DESCRIPTION OF THE TASK »
Starting with the line that has "middle tip: (906, 293)" in the records below and ending with the line that has "thumb cmc: (260, 232)", output those lines exactly and nothing more; omit the pictures.

RECORDS »
*-*-*

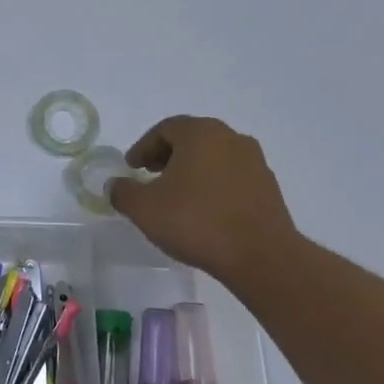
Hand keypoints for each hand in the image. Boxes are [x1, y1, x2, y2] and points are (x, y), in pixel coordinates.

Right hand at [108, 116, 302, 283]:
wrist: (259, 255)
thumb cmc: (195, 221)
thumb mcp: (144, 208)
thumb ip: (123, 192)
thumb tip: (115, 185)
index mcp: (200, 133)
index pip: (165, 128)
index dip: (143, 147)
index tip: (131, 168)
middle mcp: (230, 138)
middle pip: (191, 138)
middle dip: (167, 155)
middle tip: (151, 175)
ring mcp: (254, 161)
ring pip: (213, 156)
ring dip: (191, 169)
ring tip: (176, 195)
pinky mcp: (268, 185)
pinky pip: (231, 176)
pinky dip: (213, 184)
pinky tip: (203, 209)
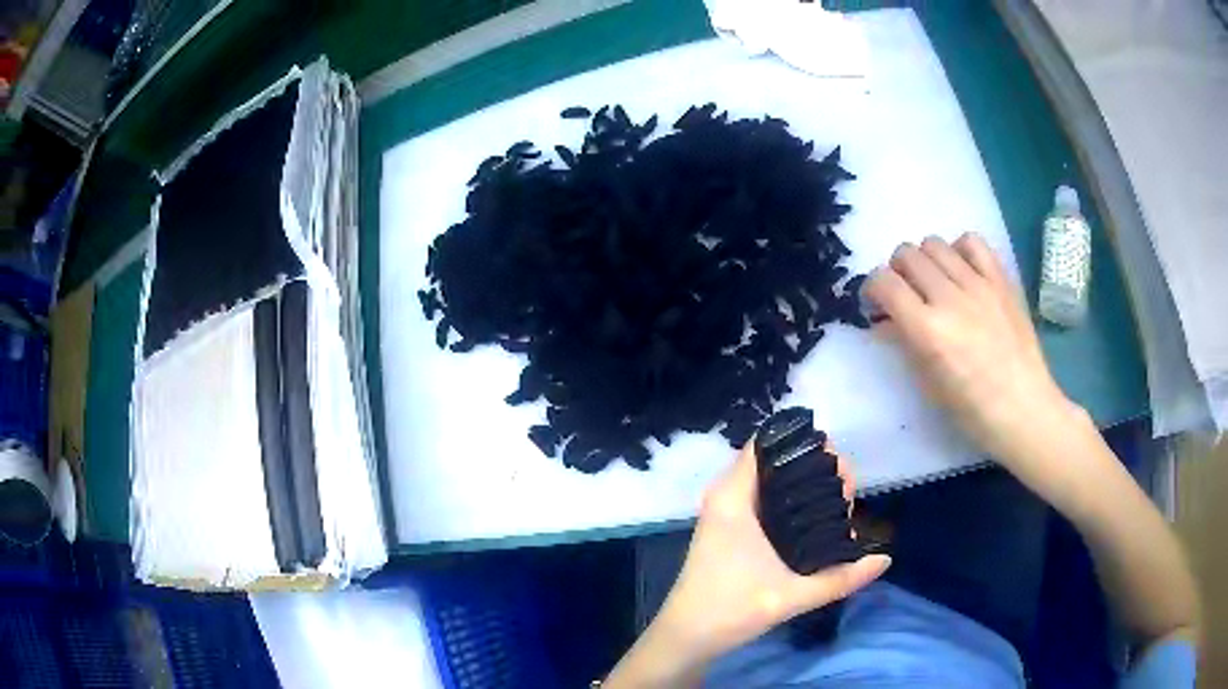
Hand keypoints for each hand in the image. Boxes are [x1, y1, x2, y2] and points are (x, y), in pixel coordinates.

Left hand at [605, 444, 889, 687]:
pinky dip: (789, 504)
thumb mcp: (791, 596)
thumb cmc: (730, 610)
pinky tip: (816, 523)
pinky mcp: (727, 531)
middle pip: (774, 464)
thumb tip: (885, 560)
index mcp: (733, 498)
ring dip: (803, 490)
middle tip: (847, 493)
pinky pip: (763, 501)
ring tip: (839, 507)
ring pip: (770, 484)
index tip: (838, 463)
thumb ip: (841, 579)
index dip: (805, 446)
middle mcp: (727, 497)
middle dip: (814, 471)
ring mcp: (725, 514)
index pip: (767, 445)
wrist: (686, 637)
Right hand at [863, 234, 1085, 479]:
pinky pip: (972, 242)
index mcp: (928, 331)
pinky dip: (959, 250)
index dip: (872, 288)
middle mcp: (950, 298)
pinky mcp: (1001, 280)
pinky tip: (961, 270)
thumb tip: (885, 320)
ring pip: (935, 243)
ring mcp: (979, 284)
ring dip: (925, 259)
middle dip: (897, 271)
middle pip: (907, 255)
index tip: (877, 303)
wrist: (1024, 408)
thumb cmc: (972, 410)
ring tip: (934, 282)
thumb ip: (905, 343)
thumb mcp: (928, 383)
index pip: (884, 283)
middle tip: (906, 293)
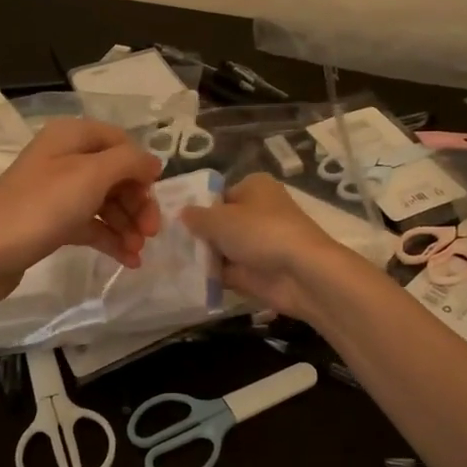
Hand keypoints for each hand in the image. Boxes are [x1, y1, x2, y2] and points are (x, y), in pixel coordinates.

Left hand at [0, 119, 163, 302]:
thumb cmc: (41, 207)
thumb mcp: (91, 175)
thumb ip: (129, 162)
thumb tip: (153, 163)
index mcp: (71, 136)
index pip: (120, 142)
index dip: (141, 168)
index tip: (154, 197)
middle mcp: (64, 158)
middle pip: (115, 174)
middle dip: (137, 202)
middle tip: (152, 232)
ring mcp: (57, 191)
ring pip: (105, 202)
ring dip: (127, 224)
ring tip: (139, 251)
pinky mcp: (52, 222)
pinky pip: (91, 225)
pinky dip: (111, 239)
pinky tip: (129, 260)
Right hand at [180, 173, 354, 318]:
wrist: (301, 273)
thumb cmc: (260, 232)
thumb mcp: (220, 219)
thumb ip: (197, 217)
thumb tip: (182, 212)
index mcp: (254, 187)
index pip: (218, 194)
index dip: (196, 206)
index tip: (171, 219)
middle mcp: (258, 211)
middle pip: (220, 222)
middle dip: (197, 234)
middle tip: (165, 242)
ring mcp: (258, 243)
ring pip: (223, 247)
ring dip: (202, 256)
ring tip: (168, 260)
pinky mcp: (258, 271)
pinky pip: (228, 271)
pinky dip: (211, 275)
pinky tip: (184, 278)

*-*-*

SOLUTION »
middle tip: (906, 293)
Hand keypoints for each hand in the image. Boxes are [x1, y1, x2, y2] and points are (x, y), in pixel coordinates.

Left hand at [0, 119, 163, 302]:
thumb cmc: (41, 207)
thumb mcp: (91, 175)
thumb ip: (129, 162)
thumb tip: (153, 163)
index mcp: (71, 136)
index pip: (120, 142)
index dip: (141, 168)
index tip: (154, 197)
middle mcp: (64, 158)
middle pip: (115, 174)
middle dip: (137, 202)
middle tip: (152, 232)
ring mcp: (57, 191)
ring pip: (105, 202)
ring dip: (127, 224)
ring tip: (139, 251)
pinky mcp: (52, 222)
pinky pip: (91, 225)
pinky dip: (111, 239)
pinky tip: (129, 260)
Right hand at [180, 173, 354, 318]:
wrist: (301, 273)
thumb cmc: (260, 232)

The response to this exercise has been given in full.